I think the other aspect to really keep in mind with some of the outcomes studies that have come out around elevating HDL is that HDL is clearly not the answer. And I think the field is moving back to triglyceride and elevated base line triglyceride as the key driver of residual risk in addition to LDL. So we feel even more confident that the study population and we are looking at and REDUCE-IT is the right one. It is a population that has not been looked at before and we believe that a significant portion of the remaining residual risk after LDL management is driven by this high base non [TG] (Ph) group.
And as a reminder, in REDUCE-IT we are managing LDL at very low levels as the base line, and that these stations has significantly elevated base line triglyceride and as Steve as mentioned with the timing of the interim analysis, these patients are proving events at significant rates. So that we know we are dealing with the population that has considerable risk despite having LDL managed to very low levels with optimal management on a statin.

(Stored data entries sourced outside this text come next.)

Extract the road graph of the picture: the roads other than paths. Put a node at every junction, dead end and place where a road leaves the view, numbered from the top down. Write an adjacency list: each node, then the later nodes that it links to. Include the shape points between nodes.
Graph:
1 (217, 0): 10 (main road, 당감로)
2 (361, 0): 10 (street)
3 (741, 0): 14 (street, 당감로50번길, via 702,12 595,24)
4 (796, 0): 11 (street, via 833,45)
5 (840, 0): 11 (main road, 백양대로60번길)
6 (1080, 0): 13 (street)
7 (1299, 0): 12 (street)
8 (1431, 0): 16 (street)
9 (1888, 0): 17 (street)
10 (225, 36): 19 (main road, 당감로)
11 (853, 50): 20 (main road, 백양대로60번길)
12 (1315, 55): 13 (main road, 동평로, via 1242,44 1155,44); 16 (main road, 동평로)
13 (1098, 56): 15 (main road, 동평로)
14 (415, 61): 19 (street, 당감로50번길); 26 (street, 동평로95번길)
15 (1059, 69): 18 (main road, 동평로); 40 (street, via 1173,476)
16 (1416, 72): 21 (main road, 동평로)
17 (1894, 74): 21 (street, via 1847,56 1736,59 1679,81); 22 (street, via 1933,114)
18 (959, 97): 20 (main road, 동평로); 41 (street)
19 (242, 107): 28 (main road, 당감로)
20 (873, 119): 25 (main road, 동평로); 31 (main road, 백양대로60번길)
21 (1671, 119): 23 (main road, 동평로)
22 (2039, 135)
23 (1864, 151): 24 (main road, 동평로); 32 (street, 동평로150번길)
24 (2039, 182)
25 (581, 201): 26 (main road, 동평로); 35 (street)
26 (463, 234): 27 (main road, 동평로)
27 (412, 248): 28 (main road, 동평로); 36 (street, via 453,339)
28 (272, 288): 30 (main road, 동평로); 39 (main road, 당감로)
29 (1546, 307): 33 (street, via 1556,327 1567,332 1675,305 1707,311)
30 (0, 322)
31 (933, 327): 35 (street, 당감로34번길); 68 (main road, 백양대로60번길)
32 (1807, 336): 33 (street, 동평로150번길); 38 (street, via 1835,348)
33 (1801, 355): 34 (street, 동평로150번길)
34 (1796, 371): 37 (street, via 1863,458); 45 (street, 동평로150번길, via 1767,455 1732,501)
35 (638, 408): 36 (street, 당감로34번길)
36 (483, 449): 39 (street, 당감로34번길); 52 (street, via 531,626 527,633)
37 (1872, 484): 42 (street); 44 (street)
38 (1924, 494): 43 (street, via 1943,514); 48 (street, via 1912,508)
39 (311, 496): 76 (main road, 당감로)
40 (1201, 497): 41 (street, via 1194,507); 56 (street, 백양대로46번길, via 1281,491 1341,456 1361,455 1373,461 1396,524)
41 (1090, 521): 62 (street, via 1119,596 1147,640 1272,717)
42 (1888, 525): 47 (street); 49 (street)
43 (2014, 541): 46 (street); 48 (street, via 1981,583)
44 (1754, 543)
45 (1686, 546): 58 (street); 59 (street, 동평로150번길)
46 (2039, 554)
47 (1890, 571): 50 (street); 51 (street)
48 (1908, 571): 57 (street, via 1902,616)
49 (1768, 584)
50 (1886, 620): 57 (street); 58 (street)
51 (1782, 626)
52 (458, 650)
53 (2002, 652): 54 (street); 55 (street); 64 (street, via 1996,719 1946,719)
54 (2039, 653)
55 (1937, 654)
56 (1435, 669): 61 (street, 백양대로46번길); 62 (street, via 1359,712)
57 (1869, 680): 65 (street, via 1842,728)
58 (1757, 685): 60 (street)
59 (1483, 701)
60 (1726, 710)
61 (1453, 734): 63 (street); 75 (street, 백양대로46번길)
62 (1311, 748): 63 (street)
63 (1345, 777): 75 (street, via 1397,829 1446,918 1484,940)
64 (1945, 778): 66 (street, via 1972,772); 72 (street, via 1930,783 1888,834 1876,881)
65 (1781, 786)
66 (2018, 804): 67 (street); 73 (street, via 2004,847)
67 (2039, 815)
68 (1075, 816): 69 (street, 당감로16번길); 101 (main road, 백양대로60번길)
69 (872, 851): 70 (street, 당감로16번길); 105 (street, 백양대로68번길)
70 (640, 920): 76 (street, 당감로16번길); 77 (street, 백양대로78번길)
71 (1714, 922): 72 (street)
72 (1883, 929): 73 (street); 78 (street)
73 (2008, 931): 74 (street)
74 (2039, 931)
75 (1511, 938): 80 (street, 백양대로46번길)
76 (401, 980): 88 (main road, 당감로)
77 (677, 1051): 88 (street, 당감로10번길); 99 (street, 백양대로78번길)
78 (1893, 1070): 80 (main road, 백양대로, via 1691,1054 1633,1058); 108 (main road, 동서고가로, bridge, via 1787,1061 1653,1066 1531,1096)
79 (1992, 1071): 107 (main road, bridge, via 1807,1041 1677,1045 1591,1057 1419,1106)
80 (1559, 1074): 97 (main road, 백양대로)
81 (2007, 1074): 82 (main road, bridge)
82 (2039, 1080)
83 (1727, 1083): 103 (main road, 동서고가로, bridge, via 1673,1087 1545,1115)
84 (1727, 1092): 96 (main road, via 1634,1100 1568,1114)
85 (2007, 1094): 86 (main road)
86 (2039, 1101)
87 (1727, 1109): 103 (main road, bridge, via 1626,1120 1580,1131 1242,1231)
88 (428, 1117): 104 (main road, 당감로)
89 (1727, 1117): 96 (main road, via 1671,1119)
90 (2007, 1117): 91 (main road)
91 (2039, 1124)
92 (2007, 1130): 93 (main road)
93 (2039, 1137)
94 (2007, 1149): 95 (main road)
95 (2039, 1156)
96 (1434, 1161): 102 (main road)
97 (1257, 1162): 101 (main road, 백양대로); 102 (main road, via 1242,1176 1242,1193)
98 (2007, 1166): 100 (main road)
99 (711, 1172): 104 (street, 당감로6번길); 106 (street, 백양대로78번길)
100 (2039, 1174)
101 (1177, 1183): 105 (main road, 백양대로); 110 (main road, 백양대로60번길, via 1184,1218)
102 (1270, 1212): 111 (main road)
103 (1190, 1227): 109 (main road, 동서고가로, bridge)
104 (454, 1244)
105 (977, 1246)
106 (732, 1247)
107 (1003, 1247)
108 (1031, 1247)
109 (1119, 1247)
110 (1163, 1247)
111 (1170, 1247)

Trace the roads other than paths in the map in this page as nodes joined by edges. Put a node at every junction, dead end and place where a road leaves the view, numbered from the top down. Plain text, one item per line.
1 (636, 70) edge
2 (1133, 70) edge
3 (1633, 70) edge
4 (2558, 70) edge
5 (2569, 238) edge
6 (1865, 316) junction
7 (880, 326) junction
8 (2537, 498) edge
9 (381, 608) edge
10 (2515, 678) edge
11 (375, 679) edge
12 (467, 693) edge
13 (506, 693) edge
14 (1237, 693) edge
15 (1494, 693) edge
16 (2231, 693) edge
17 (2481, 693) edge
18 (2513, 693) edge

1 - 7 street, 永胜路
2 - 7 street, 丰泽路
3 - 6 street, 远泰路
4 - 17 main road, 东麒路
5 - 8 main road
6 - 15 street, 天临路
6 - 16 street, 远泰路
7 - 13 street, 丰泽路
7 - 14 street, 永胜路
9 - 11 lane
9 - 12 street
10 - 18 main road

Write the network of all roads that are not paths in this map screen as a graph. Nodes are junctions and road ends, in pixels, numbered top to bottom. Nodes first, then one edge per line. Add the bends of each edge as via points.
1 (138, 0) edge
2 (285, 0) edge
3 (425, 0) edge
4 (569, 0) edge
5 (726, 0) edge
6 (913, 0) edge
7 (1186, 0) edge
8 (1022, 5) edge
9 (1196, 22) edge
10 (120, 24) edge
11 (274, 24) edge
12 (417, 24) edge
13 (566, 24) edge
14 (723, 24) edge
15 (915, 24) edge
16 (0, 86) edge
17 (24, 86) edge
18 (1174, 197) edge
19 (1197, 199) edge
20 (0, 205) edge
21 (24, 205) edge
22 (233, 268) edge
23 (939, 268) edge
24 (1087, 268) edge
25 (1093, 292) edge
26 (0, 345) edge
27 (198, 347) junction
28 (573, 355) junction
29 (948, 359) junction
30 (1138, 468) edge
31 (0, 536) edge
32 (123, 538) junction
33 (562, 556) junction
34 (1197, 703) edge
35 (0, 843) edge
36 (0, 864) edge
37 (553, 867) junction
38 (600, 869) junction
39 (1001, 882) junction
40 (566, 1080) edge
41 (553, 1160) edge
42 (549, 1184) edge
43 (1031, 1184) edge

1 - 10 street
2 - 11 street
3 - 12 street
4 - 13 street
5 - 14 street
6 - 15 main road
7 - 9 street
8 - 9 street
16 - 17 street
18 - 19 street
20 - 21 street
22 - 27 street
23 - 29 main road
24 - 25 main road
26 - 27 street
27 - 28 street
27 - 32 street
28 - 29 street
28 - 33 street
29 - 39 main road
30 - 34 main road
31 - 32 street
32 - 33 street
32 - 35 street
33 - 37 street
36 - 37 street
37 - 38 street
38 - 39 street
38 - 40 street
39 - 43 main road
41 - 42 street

So we don’t think that PCS-K9 studies actually impact that, we are excited to see results, we are focused on improving the overall outcomes of cardiovascular patients and we believe independently managing both elevated base line triglyceride and elevating base line LDL are important for achieving results of lowering cardiovascular disease.
Got it. Okay great thank you, and my second question is, I'm just curious on how the uptake of the smaller half gram pill has been, have there been any noticeable trends here?
Hugo, still relatively early on that, we had commented on last call, I mean someone had asked the question about why you introduce that, there are certainly some patients where that’s important. It is not a product that we ever see being our dominant product, but with us moving towards hopefully both REDUCE-IT populations measured in the multiple millions or tens of millions of patients.
A small percentages can add up to an important value and I think based upon data that we have looked at somewhere in one in one in 30-ish kind of patients have potentially swallowing issues with the one gram capsule. Most do not, I take a sip every day, one gram is fine for me, but we are seeing its used, but it is not likely to be a major driver of prescription growth, but it can help some added patients along the way, so much the better.
Okay, great. Thanks for taking the questions.
Thank you. Mr.Thero there are no further questions at this time. I would like to turn the floor back to you for final remarks.
Well thanks everybody for joining us here today. I appreciate your interest and look forward to providing you continued update on the progress Amarin is making. Take care, have a great day. bye.
Thank you, this concludes today’s teleconference. You may disconnect your lines at this time. Thank you for your participation.